Pallante’s primary pitch, his four-seam fastball, has graded out similarly the last three seasons (95 or 96) despite having a large change in the movement profile. The 2024 version of his four-seamer sunk and cut, moving away from right-handed hitters and in to left-handed hitters, much more than the typical four-seamer. It sank 6.4 inches more than average and cut 7.5 inches more than average. This season, it is sinking just 3.7 inches more than average and cutting 7 inches more than the typical four-seamer. This shift toward a slightly more typical shape could explain some of the drop in groundball percentage that Pallante has induced. After posting an absurd 77.8% GB% in 2023, that figure has dropped to 61.8% in 2024, 59.1% last season, and is down to 53.3% this year. Pallante has increased the velocity on the pitch about half a mile per hour to 95.1 MPH this season.
Pallante’s sinker has been the highest-graded pitch by the models and this season is rated as a 107. He has improved the spin efficiency on the pitch and is generating 1.5 inches more arm-side movement while throwing the pitch a tick harder. This has been a critical development, as the sinker is the primary fastball he uses to try to neutralize the right-handed hitters that have historically given him so much trouble.
Pallante’s slider and knuckle curve are both grading out similarly to last season, albeit with a bit more movement. Finally, Pallante has introduced a splitter into his repertoire, but has only thrown the pitch 37 times so far this season. In the extremely small sample size, the pitch grades out a tick below average at 97 on the Stuff+ scale, but it gives him another weapon to sprinkle in against the lefties.
Pitch Mix
Pallante has made drastic changes to his pitch mix over the last three seasons.

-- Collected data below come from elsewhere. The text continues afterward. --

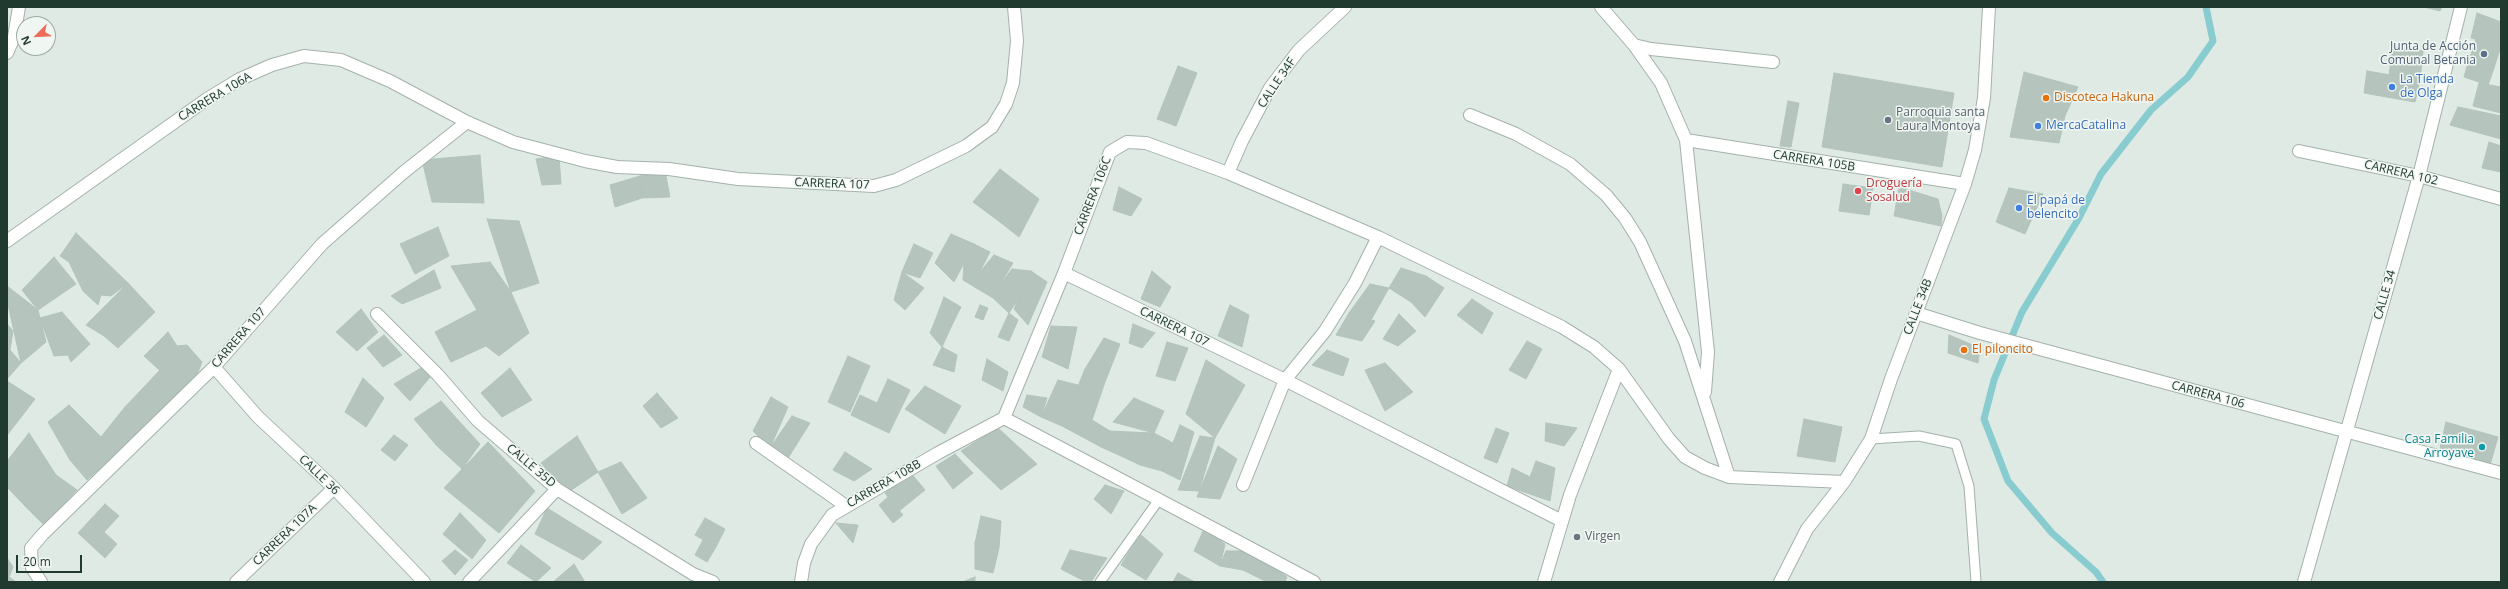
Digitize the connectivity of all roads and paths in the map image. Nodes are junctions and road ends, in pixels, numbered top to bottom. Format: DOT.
graph roads {
  1 [pos="19,7"];
  2 [pos="1014,7"];
  3 [pos="1345,7"];
  4 [pos="1601,7"];
  5 [pos="1989,7"];
  6 [pos="2461,7"];
  7 [pos="1634,45"];
  8 [pos="7,53"];
  9 [pos="1773,62"];
  10 [pos="1470,115"];
  11 [pos="467,122"];
  12 [pos="1686,140"];
  13 [pos="2299,151"];
  14 [pos="559,152"];
  15 [pos="1228,173"];
  16 [pos="2419,176"];
  17 [pos="1965,184"];
  18 [pos="2501,199"];
  19 [pos="1378,237"];
  20 [pos="7,242"];
  21 [pos="1064,273"];
  22 [pos="1916,313"];
  23 [pos="377,314"];
  24 [pos="214,367"];
  25 [pos="1619,369"];
  26 [pos="1284,380"];
  27 [pos="1705,397"];
  28 [pos="1004,418"];
  29 [pos="2346,432"];
  30 [pos="1871,439"];
  31 [pos="756,443"];
  32 [pos="2501,473"];
  33 [pos="1729,477"];
  34 [pos="1844,482"];
  35 [pos="1243,485"];
  36 [pos="334,488"];
  37 [pos="557,489"];
  38 [pos="1158,501"];
  39 [pos="846,506"];
  40 [pos="1562,521"];
  41 [pos="41,582"];
  42 [pos="236,582"];
  43 [pos="424,582"];
  44 [pos="469,582"];
  45 [pos="713,582"];
  46 [pos="801,582"];
  47 [pos="1100,582"];
  48 [pos="1314,582"];
  49 [pos="1544,582"];
  50 [pos="1780,582"];
  51 [pos="1976,582"];
  52 [pos="2304,582"];
  1 -- 8 [label="street"];
  2 -- 14 [label="street, CARRERA 107"];
  3 -- 15 [label="street, CALLE 34F"];
  4 -- 7 [label="street"];
  5 -- 17 [label="street, CALLE 34B"];
  6 -- 16 [label="street, CALLE 34"];
  7 -- 9 [label="street"];
  7 -- 12 [label="street"];
  10 -- 27 [label="street"];
  11 -- 14 [label="street, CARRERA 106A"];
  11 -- 20 [label="street, CARRERA 106A"];
  11 -- 24 [label="street, CARRERA 107"];
  12 -- 17 [label="street, CARRERA 105B"];
  12 -- 27 [label="street"];
  13 -- 16 [label="street, CARRERA 102"];
  15 -- 19 [label="street, CARRERA 106C"];
  15 -- 21 [label="street, CARRERA 106C"];
  16 -- 18 [label="street, CARRERA 102"];
  16 -- 29 [label="street, CALLE 34"];
  17 -- 22 [label="street, CALLE 34B"];
  19 -- 25 [label="street, CARRERA 106C"];
  19 -- 26 [label="street"];
  21 -- 26 [label="street, CARRERA 107"];
  21 -- 28 [label="street, CARRERA 106C"];
  22 -- 29 [label="street, CARRERA 106"];
  22 -- 30 [label="street, CALLE 34B"];
  23 -- 37 [label="street, CALLE 35D"];
  24 -- 36 [label="street, CALLE 36"];
  24 -- 41 [label="street, CARRERA 107"];
  25 -- 33 [label="street, CARRERA 106C"];
  25 -- 40 [label="street"];
  26 -- 35 [label="street"];
  26 -- 40 [label="street, CARRERA 107"];
  27 -- 33 [label="street"];
  28 -- 38 [label="street"];
  28 -- 39 [label="street, CARRERA 108B"];
  29 -- 32 [label="street, CARRERA 106"];
  29 -- 52 [label="street, CALLE 34"];
  30 -- 34 [label="street, CALLE 34B"];
  30 -- 51 [label="lane"];
  31 -- 39 [label="street"];
  33 -- 34 [label="street"];
  34 -- 50 [label="street, CALLE 34B"];
  36 -- 42 [label="street, CARRERA 107A"];
  36 -- 43 [label="street, CALLE 36"];
  37 -- 44 [label="street"];
  37 -- 45 [label="street, CALLE 35D"];
  38 -- 47 [label="lane"];
  38 -- 48 [label="street"];
  39 -- 46 [label="street, CARRERA 108B"];
  40 -- 49 [label="street"];
}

His four-seam fastball usage has declined all the way down to 30%. I cut the graph off at the last three seasons, when he has primarily been a starter, but he threw the pitch even more frequently in his first two seasons in the majors. He is still throwing the pitch 49% of the time against lefties, but is mixing more offspeed and breaking pitches than in years past. His four-seam fastball ate lefties alive in 2024, holding them to a .315 xwOBA, but the last two years his results have been more pedestrian with a combined xwOBA of .364. For reference, the league average right-on-left four-seam fastball xwOBA is .353 this season. This drop in reliance on the pitch seems like it is in response to the change in the movement profile of the pitch. It is still an effective offering to left-handers but not to the same level it was earlier in his career.
The reduction in four-seam utilization has made room for Pallante to mix in all his other offerings a few percentage points more. You can see when you further break down the mix by the batters’ handedness that the plan of attack is even more polarized.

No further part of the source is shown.